Posted 2/2/2005
She missed eight years of her son's life and three years of her grandson's firsts - first words, first laughs, first steps.
He missed his father's funeral and he missed his mother. Very much.
Tuesday night at O'Hare International Airport, eight years of a personal and political struggle merged in a teary embrace between a mother and son who were separated, they say, because of communist China's crackdown on their [spiritual] beliefs.
Zhiwei "Tommy" Xu, a 34-year-old software engineer at Motorola in Schaumburg, and his mother Cui Zhang, 63, practice Falun Gong, a meditation its followers say leads to better health, less stress and more peace.

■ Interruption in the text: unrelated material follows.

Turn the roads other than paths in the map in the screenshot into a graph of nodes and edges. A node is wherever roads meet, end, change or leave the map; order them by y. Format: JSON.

They've paid for that practice.
Zhang, who lives south of Beijing, has been jailed twice. Both have been stripped of their passports by the Chinese government, as has Xu's wife, Jing Zuo.
Thanks to the family's persistence and letters to the Chinese government in Beijing from the offices of U.S. Sen. Barak Obama and U.S. Rep. Melissa Bean, a Barrington Democrat, Zhang was able to secure a visa that will let her stay for one year with her son and his family in their Hoffman Estates home.

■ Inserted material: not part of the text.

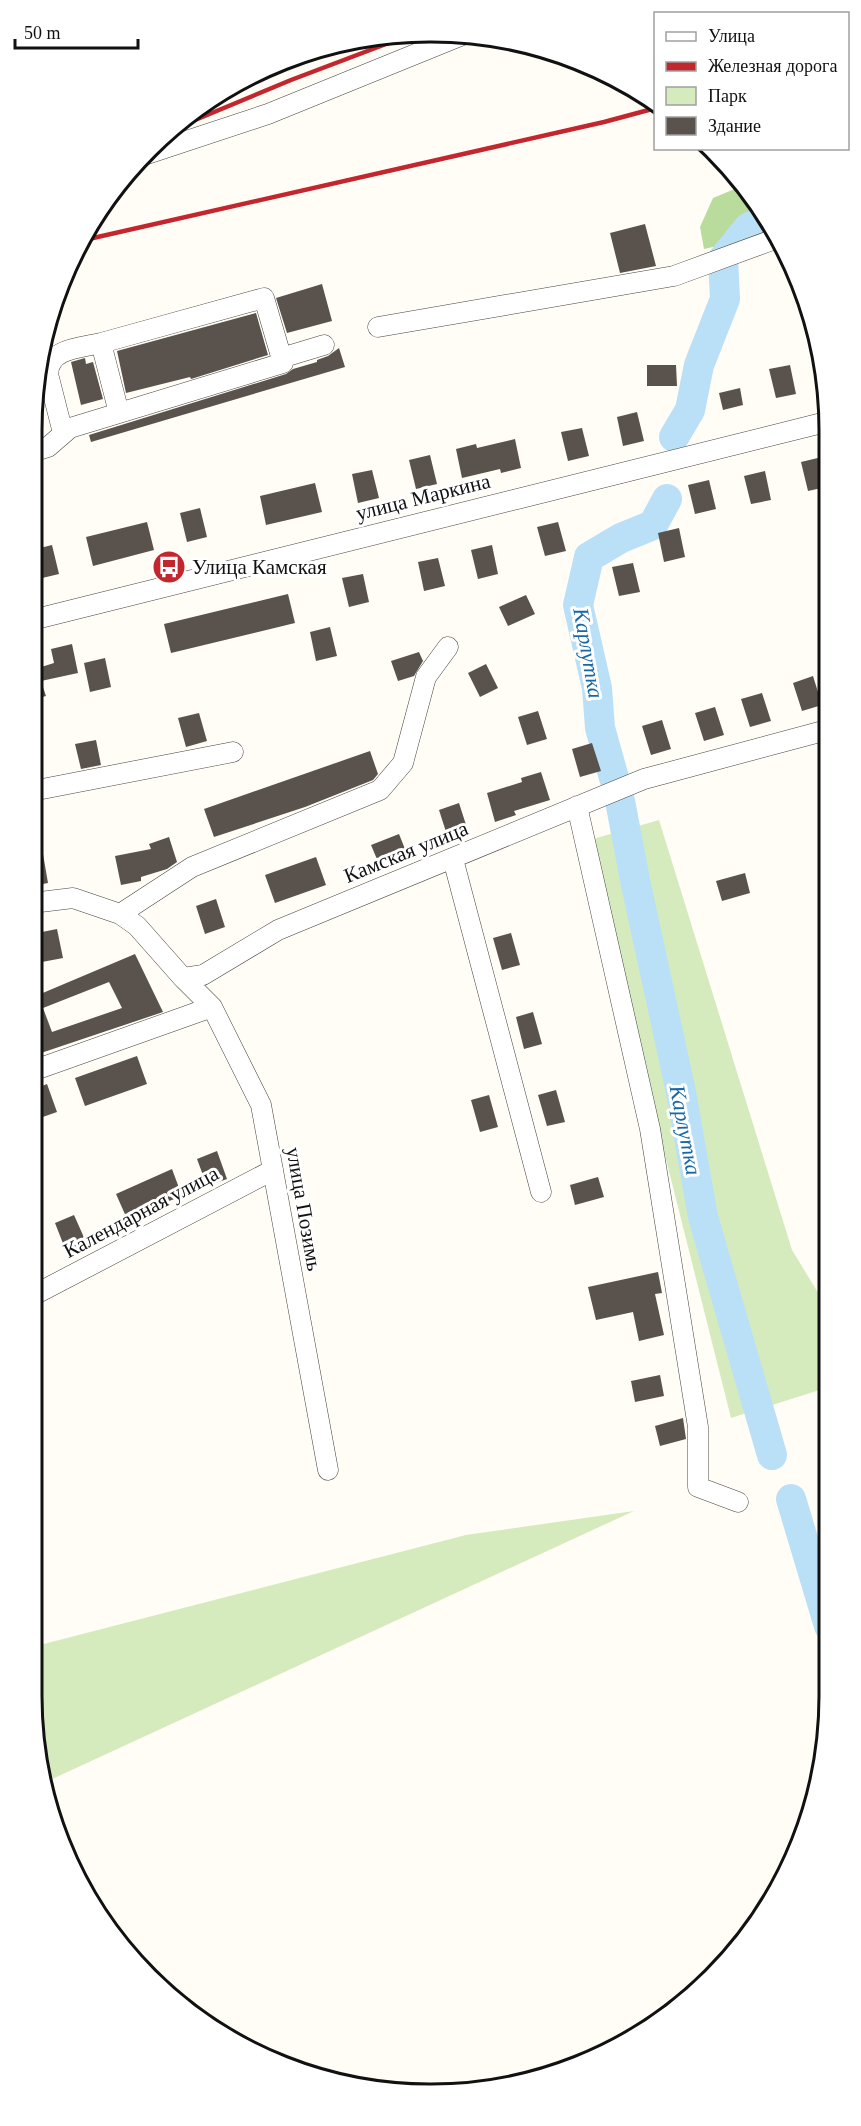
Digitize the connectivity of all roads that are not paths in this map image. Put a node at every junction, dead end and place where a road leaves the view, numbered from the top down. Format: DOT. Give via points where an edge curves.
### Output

"To bring a mom here to visit her son is a common thing," Xu said. "But it's taken years."
Falun Gong is one of a number of groups perceived as a challenge to the authority of the Chinese government, in part because they number more than 70 million in China, said Alistair Hodgett, a spokesman for Amnesty International.
The government banned the practice of Falun Gong, also called Falun Dafa, in 1999. Since then, thousands of followers have been arrested and hundreds have died in police custody, Hodgett said.
"It's a crackdown," Hodgett said.
The Chinese consulate in Chicago did not return phone calls seeking comment.
Xu's hope is that the situation in China will end within the year, so his mother can safely return home. He wants to go back as well. If nothing changes in China, Xu said he will petition the United States government to allow his mother more time here.
But first, he said he hopes to make up for lost time, spending a sweeter-than-ever Chinese New Year with his family together. All except his father, who died in July 2003.
"My mom didn't tell me until after the funeral," Xu said. "She was afraid I'd go back and face the same persecution."
Following the 13-hour flight from Beijing, Zhang was greeted by her son, daughter-in-law, and about a dozen practitioners of Falun Gong, holding signs that read "Falun Dafa is good" and "Welcome Falun Gong practitioner Zhang Cui to the U.S."
After the embrace with her son, her eyes focused immediately on Henry, the grandson she never met.
"I love you," Zhang said to Henry, who seemed overwhelmed by it all. "I love you."